The regulation addresses the overlapping and potentially conflicting regulatory roles of OPM and state insurance departments over MSPs. Each MSP must set premium levels on a state-by-state basis. There will be no MSP uniform national premium. OPM will conduct its own rate-review process of MSPs, and OPM-approved MSP rates will be deemed certified to be offered on all exchanges. OPM "intends to follow State rating laws as much as practicable so as not to distort local markets procedures." However, since OPM will be negotiating with the MSP issuers the premiums, the medical loss ratio, profit margin and other MSP terms as OPM deems in the best interests of enrollees, disagreement could arise between OPM and state insurance regulators over the propriety of MSP rates. OPM will allow each state the opportunity to review MSP rates under state law. However, if there is a disagreement over MSP rates between OPM and a state regulator that cannot be amicably resolved, OPM retains the power to make the final decisions.
- An MSP issuer must offer a uniform benefit package for each MSP within a state, but not necessarily uniform among all states. MSPs must comply with all HHS requirements, but OPM may issue additional guidelines regarding any unique MSP issues. MSP issuers may offer a benefits package that is substantially equal either to each state's EHB-benchmark plan or any EHB-benchmark plan selected by OPM. In general, an MSP issuer must either base its benefits package in all states on the individual state's benchmark plan or the OPM-chosen benchmark plan.

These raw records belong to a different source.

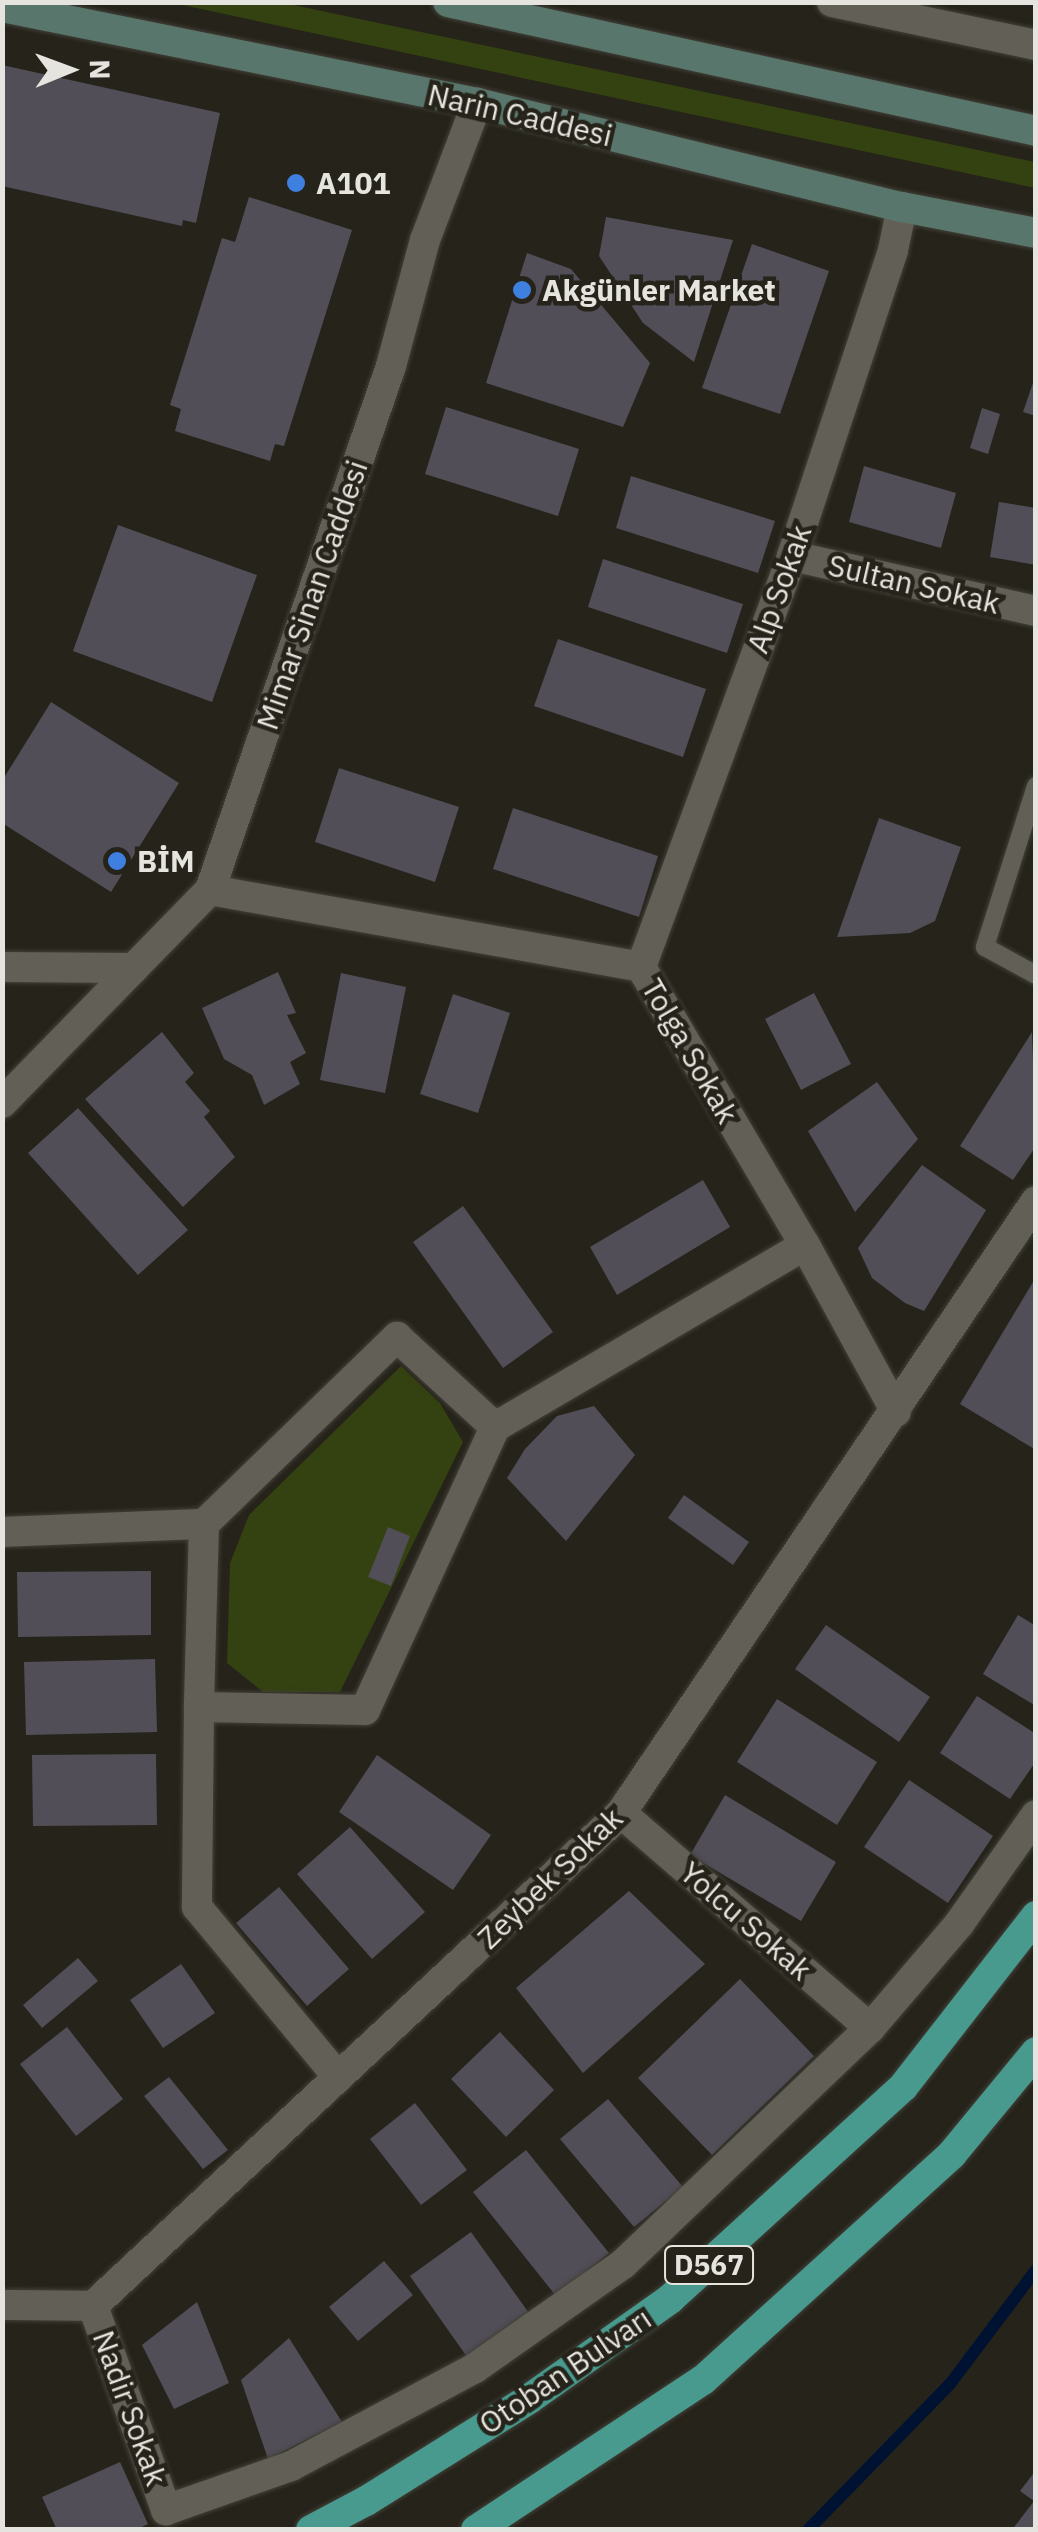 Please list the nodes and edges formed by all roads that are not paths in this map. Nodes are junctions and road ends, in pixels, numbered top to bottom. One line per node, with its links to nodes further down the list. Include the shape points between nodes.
1 (448, 2): 6 (main road)
2 (837, 3): 4 (street)
3 (2, 7): 5 (main road, Narin Caddesi)
4 (1036, 45)
5 (476, 102): 7 (main road, Narin Caddesi); 12 (street, Mimar Sinan Caddesi)
6 (1036, 130)
7 (902, 207): 8 (main road, Narin Caddesi); 9 (street, Alp Sokak)
8 (1036, 233)
9 (792, 556): 10 (street, Sultan Sokak); 14 (street, Alp Sokak)
10 (1036, 612)
11 (1036, 786): 16 (lane, via 985,947)
12 (210, 890): 14 (street, Tolga Sokak); 15 (street, Mimar Sinan Caddesi)
13 (2, 967): 15 (street)
14 (640, 967): 19 (street, Tolga Sokak)
15 (134, 968): 17 (street, Mimar Sinan Caddesi)
16 (1036, 975)
17 (2, 1103)
18 (1036, 1201): 20 (street, Zeybek Sokak)
19 (805, 1245): 20 (street, Tolga Sokak); 21 (street)
20 (896, 1412): 25 (street, Zeybek Sokak)
21 (495, 1427): 22 (street, via 396,1337); 24 (street, via 365,1710)
22 (204, 1524): 23 (street); 24 (street)
23 (2, 1532)
24 (199, 1707): 30 (street, via 197,1907)
25 (621, 1813): 28 (street, Yolcu Sokak); 30 (street, Zeybek Sokak)
26 (1036, 1815): 28 (street, via 959,1924)
27 (1036, 1916): 33 (highway, Otoban Bulvarı / D567, via 903,2087 670,2299 529,2400)
28 (870, 2028): 32 (street, Nadir Sokak, via 623,2264 475,2368 291,2466 166,2510)
29 (1036, 2052): 34 (highway, D567, via 952,2154 703,2380)
30 (338, 2078): 32 (street, Zeybek Sokak)
31 (2, 2305): 32 (street)
32 (93, 2306)
33 (311, 2530)
34 (476, 2530)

The Section 1334 regulations contain many specific provisions that are beyond the scope of this Alert, and the OPM regulations should be read in conjunction with earlier released HHS regulations on QHPs and EHBs. Section 1334 and the OPM regulations represent a broad new initiative by the federal government in the private individual and small group health insurance markets that may have profound consequences for consumers, state regulators and the overall success or failure of the Act. The regulations warrant prudent study. The comment period on the Section 1334 regulations ends on January 4, 2013.